[[ Given records open ]]
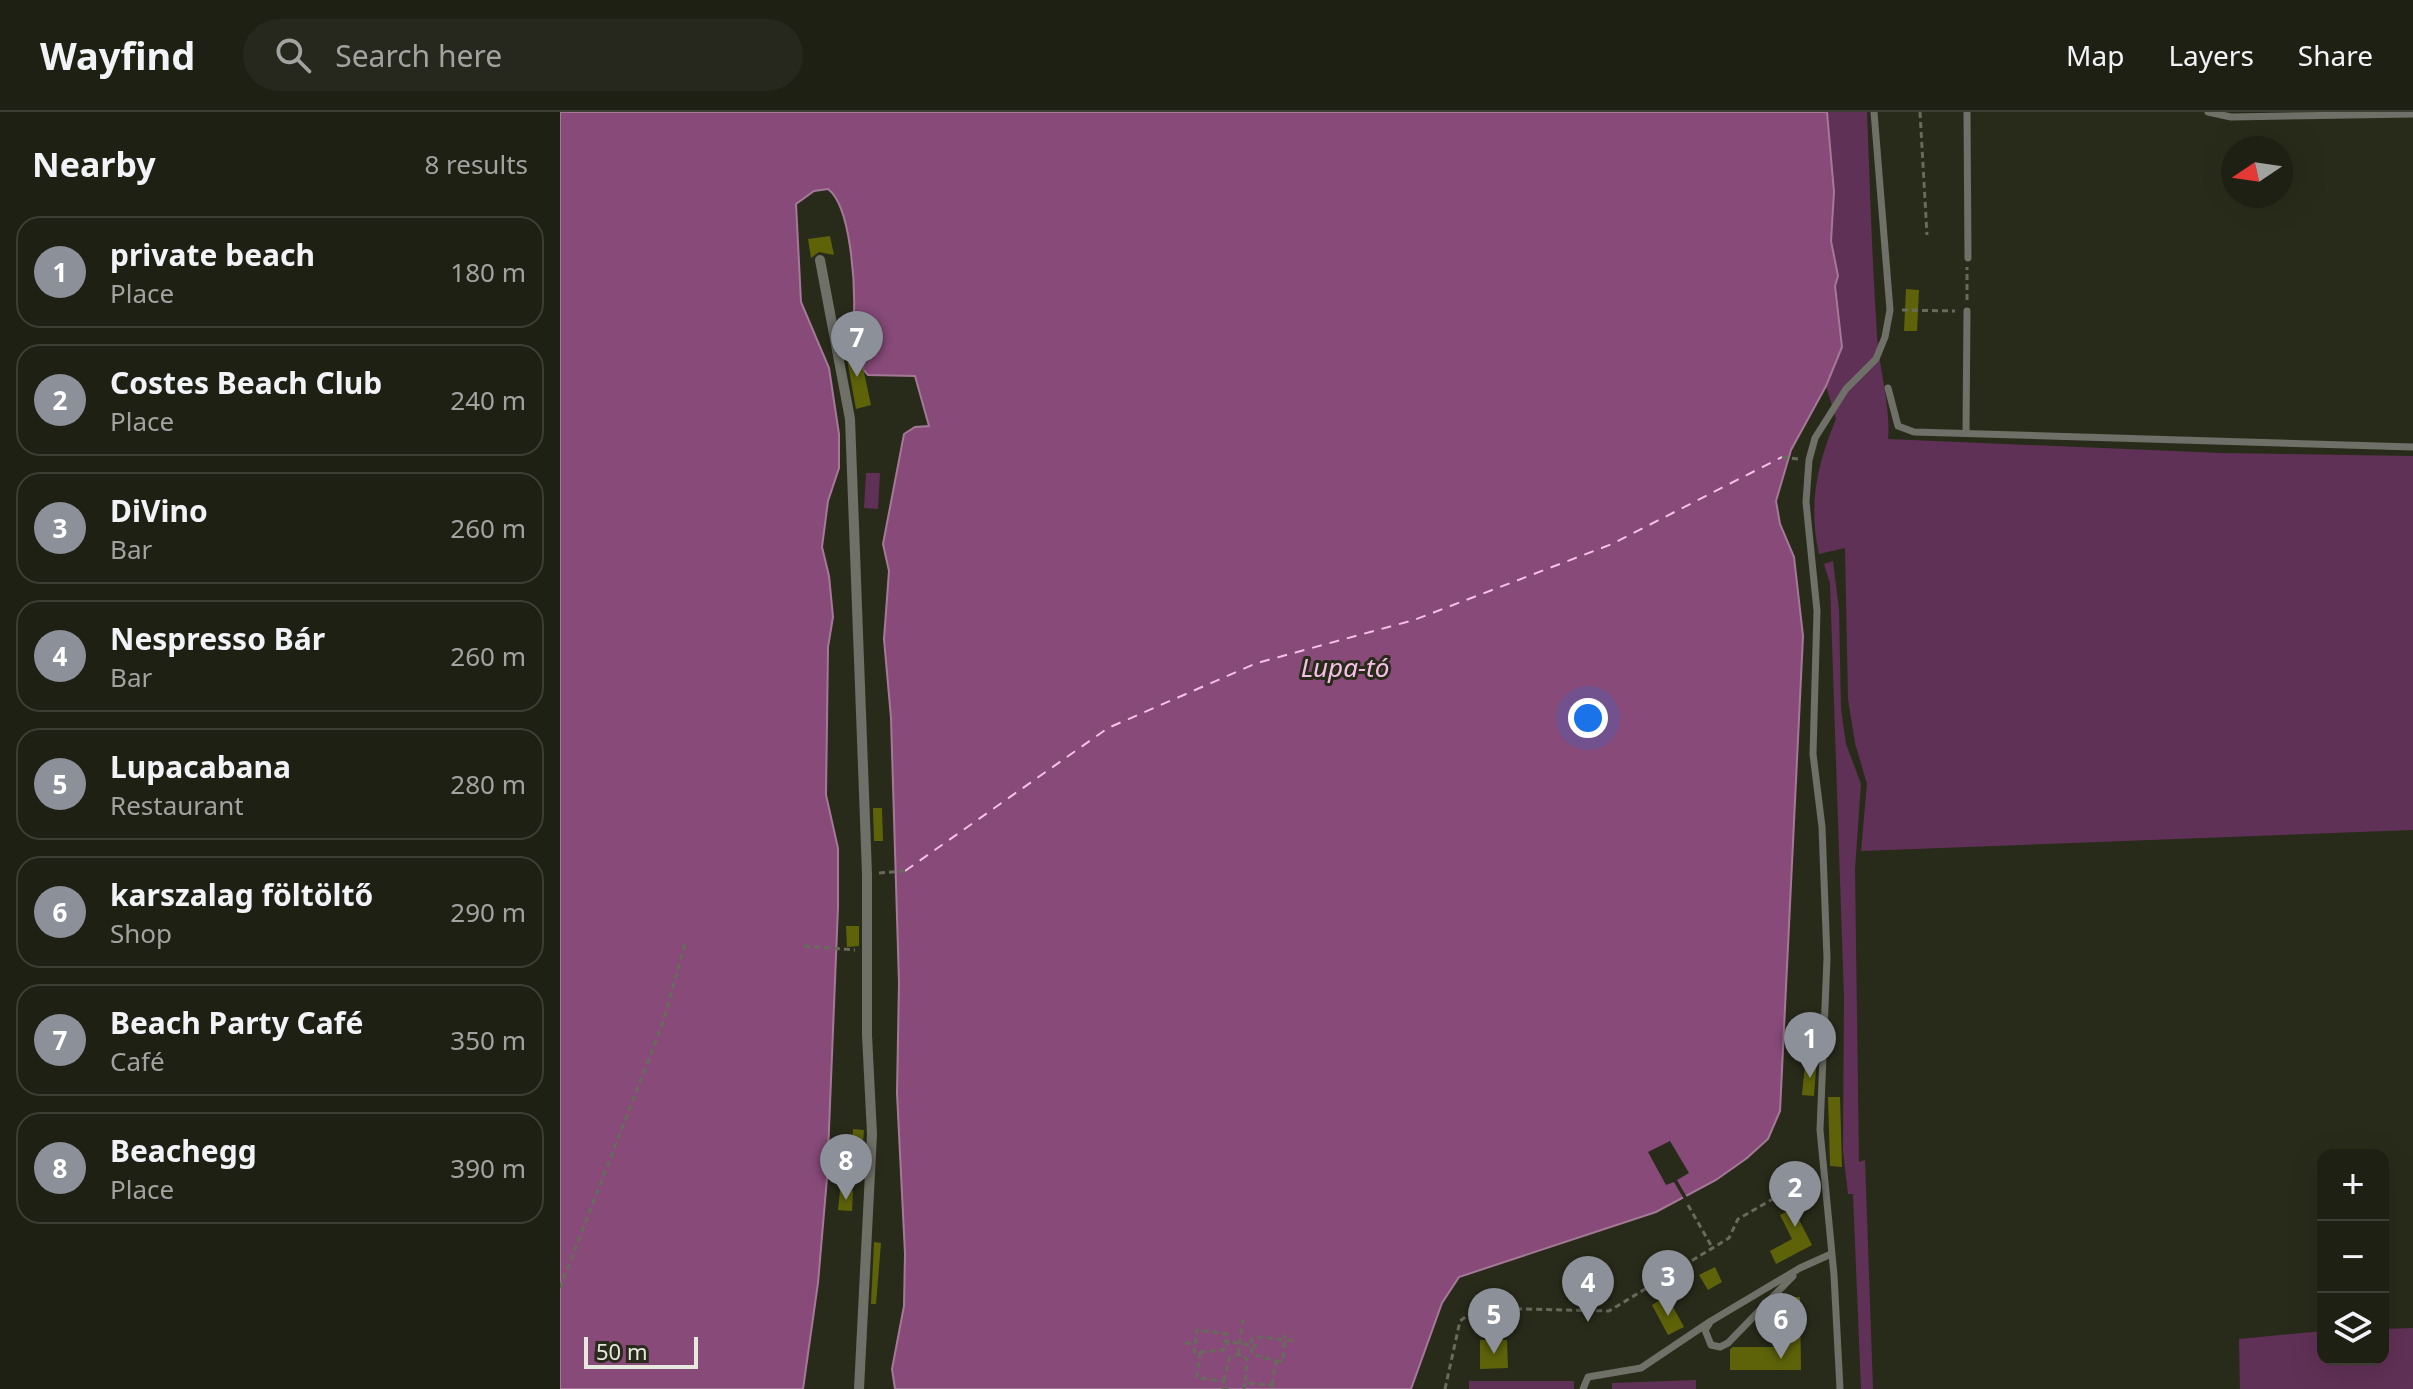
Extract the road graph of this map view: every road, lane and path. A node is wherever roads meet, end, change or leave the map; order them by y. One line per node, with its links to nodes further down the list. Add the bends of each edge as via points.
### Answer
1 (1874, 112): 9 (lane)
2 (1920, 112): 6 (path)
3 (1967, 112): 7 (lane)
4 (2208, 112): 5 (lane, via 2231,117)
5 (2413, 114)
6 (1927, 235)
7 (1968, 258): 10 (path)
8 (820, 260): 17 (street, via 850,419)
9 (1890, 310): 10 (path); 15 (lane, via 1876,359 1825,417)
10 (1967, 311): 12 (lane)
11 (1888, 388): 12 (lane, via 1898,426 1914,432)
12 (1966, 433): 13 (lane)
13 (2413, 447)
14 (1782, 457): 15 (path)
15 (1809, 460): 21 (lane, via 1806,502 1817,611 1813,754 1827,958)
16 (905, 871): 17 (path)
17 (867, 874): 20 (street)
18 (685, 944): 26 (path, via 662,1025)
19 (804, 946): 20 (path)
20 (867, 951): 44 (street, via 872,1134)
21 (1823, 1170): 23 (path, via 1738,1219 1729,1238); 24 (lane)
22 (1688, 1205): 23 (path)
23 (1712, 1247): 47 (path, via 1609,1311 1478,1308 1460,1321)
24 (1831, 1254): 25 (lane); 49 (lane)
25 (1800, 1268): 28 (lane); 28 (lane, via 1720,1347 1707,1337)
26 (560, 1288)
27 (1243, 1320): 35 (path)
28 (1711, 1321): 48 (lane, via 1641,1368 1588,1377)
29 (1285, 1337): 31 (path); 36 (path, via 1257,1337); 40 (path, via 1283,1361)
30 (1223, 1341): 32 (path)
31 (1295, 1341)
32 (1229, 1342): 34 (path, via 1220,1331 1197,1330); 35 (path); 38 (path, via 1223,1350)
33 (1185, 1343): 34 (path)
34 (1195, 1344): 38 (path, via 1194,1352)
35 (1240, 1344): 36 (path); 39 (path)
36 (1250, 1345): 37 (path); 40 (path, via 1252,1354)
37 (1257, 1346)
38 (1200, 1352): 41 (path, via 1197,1378)
39 (1238, 1354): 41 (path, via 1229,1358); 42 (path, via 1247,1360)
40 (1276, 1361): 43 (path)
41 (1224, 1381): 45 (path, via 1223,1388)
42 (1245, 1383): 43 (path); 46 (path)
43 (1273, 1387)
44 (859, 1389)
45 (1230, 1389)
46 (1244, 1389)
47 (1445, 1389)
48 (1583, 1389)
49 (1840, 1389)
[[ Given records closed ]]
■ **Problem**: Could you please write out the entries exactly as they are, with every picture left out?

■ **Task response**:
Extract the road graph of this map view: every road, lane and path. A node is wherever roads meet, end, change or leave the map; order them by y. One line per node, with its links to nodes further down the list. Add the bends of each edge as via points.
### Answer
1 (1874, 112): 9 (lane)
2 (1920, 112): 6 (path)
3 (1967, 112): 7 (lane)
4 (2208, 112): 5 (lane, via 2231,117)
5 (2413, 114)
6 (1927, 235)
7 (1968, 258): 10 (path)
8 (820, 260): 17 (street, via 850,419)
9 (1890, 310): 10 (path); 15 (lane, via 1876,359 1825,417)
10 (1967, 311): 12 (lane)
11 (1888, 388): 12 (lane, via 1898,426 1914,432)
12 (1966, 433): 13 (lane)
13 (2413, 447)
14 (1782, 457): 15 (path)
15 (1809, 460): 21 (lane, via 1806,502 1817,611 1813,754 1827,958)
16 (905, 871): 17 (path)
17 (867, 874): 20 (street)
18 (685, 944): 26 (path, via 662,1025)
19 (804, 946): 20 (path)
20 (867, 951): 44 (street, via 872,1134)
21 (1823, 1170): 23 (path, via 1738,1219 1729,1238); 24 (lane)
22 (1688, 1205): 23 (path)
23 (1712, 1247): 47 (path, via 1609,1311 1478,1308 1460,1321)
24 (1831, 1254): 25 (lane); 49 (lane)
25 (1800, 1268): 28 (lane); 28 (lane, via 1720,1347 1707,1337)
26 (560, 1288)
27 (1243, 1320): 35 (path)
28 (1711, 1321): 48 (lane, via 1641,1368 1588,1377)
29 (1285, 1337): 31 (path); 36 (path, via 1257,1337); 40 (path, via 1283,1361)
30 (1223, 1341): 32 (path)
31 (1295, 1341)
32 (1229, 1342): 34 (path, via 1220,1331 1197,1330); 35 (path); 38 (path, via 1223,1350)
33 (1185, 1343): 34 (path)
34 (1195, 1344): 38 (path, via 1194,1352)
35 (1240, 1344): 36 (path); 39 (path)
36 (1250, 1345): 37 (path); 40 (path, via 1252,1354)
37 (1257, 1346)
38 (1200, 1352): 41 (path, via 1197,1378)
39 (1238, 1354): 41 (path, via 1229,1358); 42 (path, via 1247,1360)
40 (1276, 1361): 43 (path)
41 (1224, 1381): 45 (path, via 1223,1388)
42 (1245, 1383): 43 (path); 46 (path)
43 (1273, 1387)
44 (859, 1389)
45 (1230, 1389)
46 (1244, 1389)
47 (1445, 1389)
48 (1583, 1389)
49 (1840, 1389)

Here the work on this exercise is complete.